Caelan swung away, but before he’d gone two steps his father called after him.
“You cannot go.”
“Watch me,” Caelan muttered, seething.
“You cannot go! My son, if you do not stop this rage that fills you ... if you do not learn to submit to the inward path, you will become what I most fear.”
Caelan stopped and looked back. “What?” he asked with deliberate insolence. “A free man?”
“No, a donare. An abhorrence. Son, it lies within you. It grows into a twisted evil. You must be stopped. You must be saved. If you cannot crush it within yourself, then let me sever it from you—”
“No!” Caelan said, his fear returning. He backed away from his father, fearing the fanaticism burning in Beva’s face more than anything. “Stay away from me! I don’t believe you. I don’t—trust you.”
With that break in his voice, he rushed from the ward. By the time he reached the passage connecting the infirmary to the house, he was staggering on weak, unsteady legs. Tears streamed down his face.

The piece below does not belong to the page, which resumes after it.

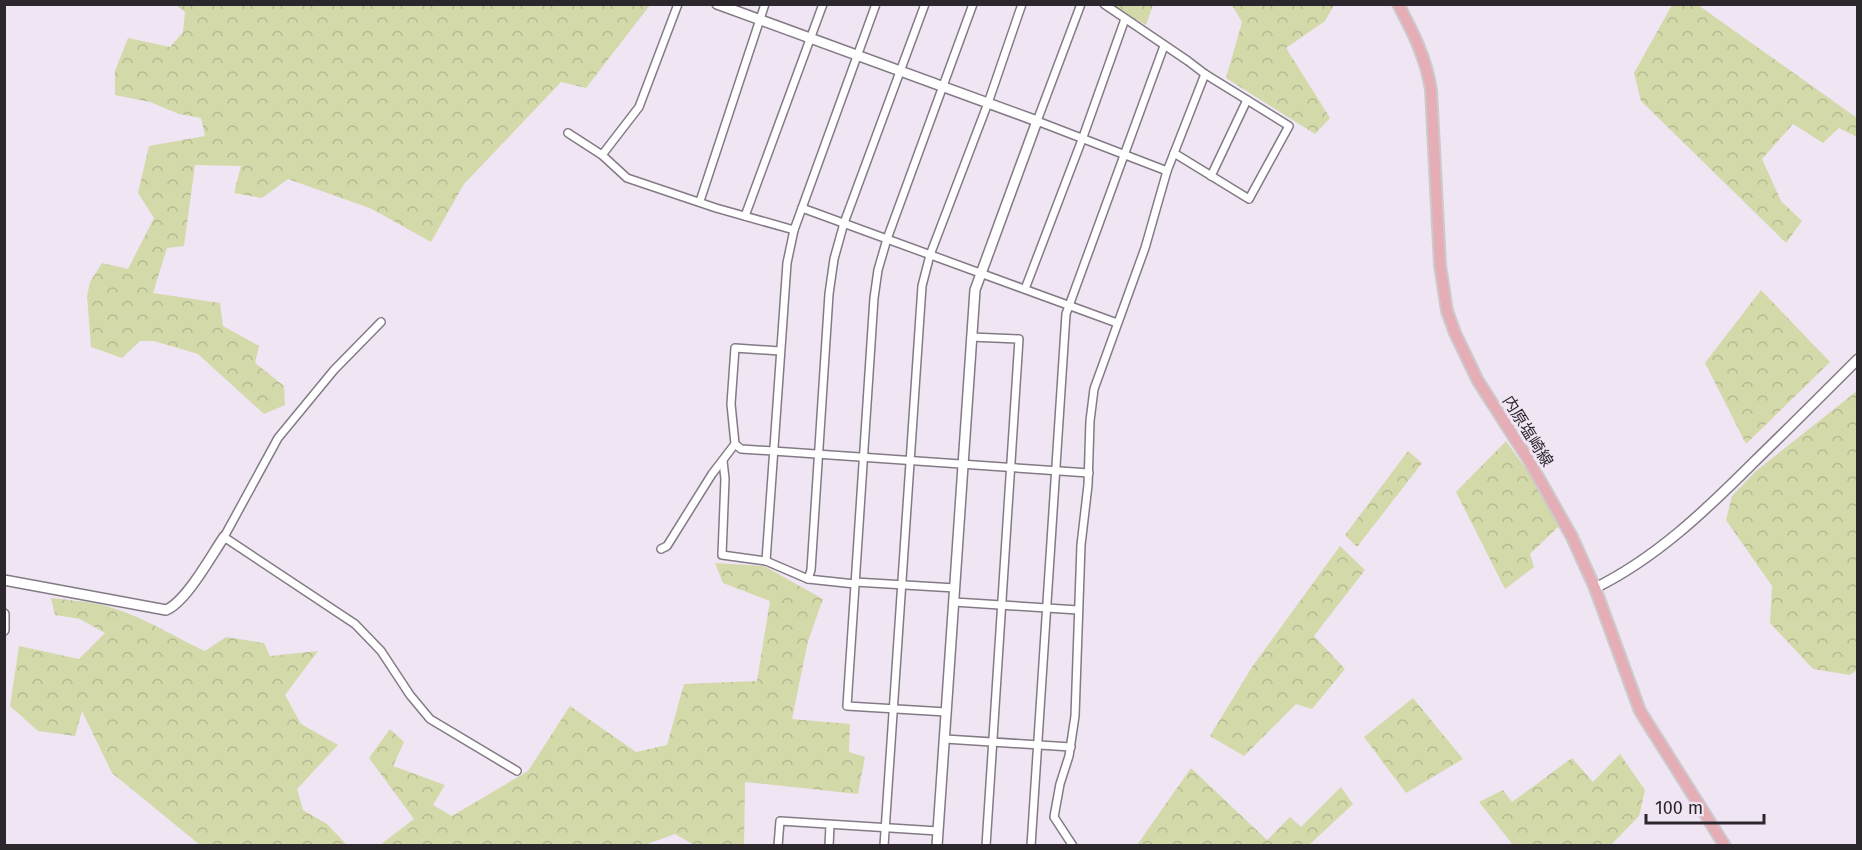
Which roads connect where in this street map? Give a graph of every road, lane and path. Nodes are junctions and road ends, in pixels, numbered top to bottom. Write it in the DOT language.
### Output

There was no love in Beva. There would never be.
A sob choked Caelan’s throat, but he held it down. His father had called him a monster, one of the demon-blood, all because he wouldn’t submit blindly to Beva’s wishes.
Unfair, but so was all of life. He refused to feel sorry for himself. That way led to weakness, and he might even find himself crawling back like a shivering dog, willing to take whatever abuse Beva wanted to give in exchange for acceptance.
There was no question of ever pleasing his father. He never had. He never could.
And now ... and now ... he choked again, and wiped the tears from his face. He thought his father was half afraid of him.
Fear, not love.
Control, not compassion.
Hatred, not acceptance.
Why?
The question branded him, burning deep, never to be erased from his soul.
Had he been a changeling of some kind or even an orphan of mysterious origin adopted by his parents, he might understand what was happening to him. But there had been no fateful discovery of an infant son by Beva during his travels. There had been no unexpected arrival of an infant son at the hold gates, left by the spirits. There had been no secret trade of an infant son with the Choven who migrated through the Cascades during the summer months.
Caelan had been born in the bed where his father still slept, as Lea had been. He was an E’non, able to count his ancestors back for twelve generations. There was no strange or foreign blood in his veins, nothing to support his father’s cruel accusations. No soothsayer in the towns of Meunch and Ornselag had ever decried his destiny on a street corner.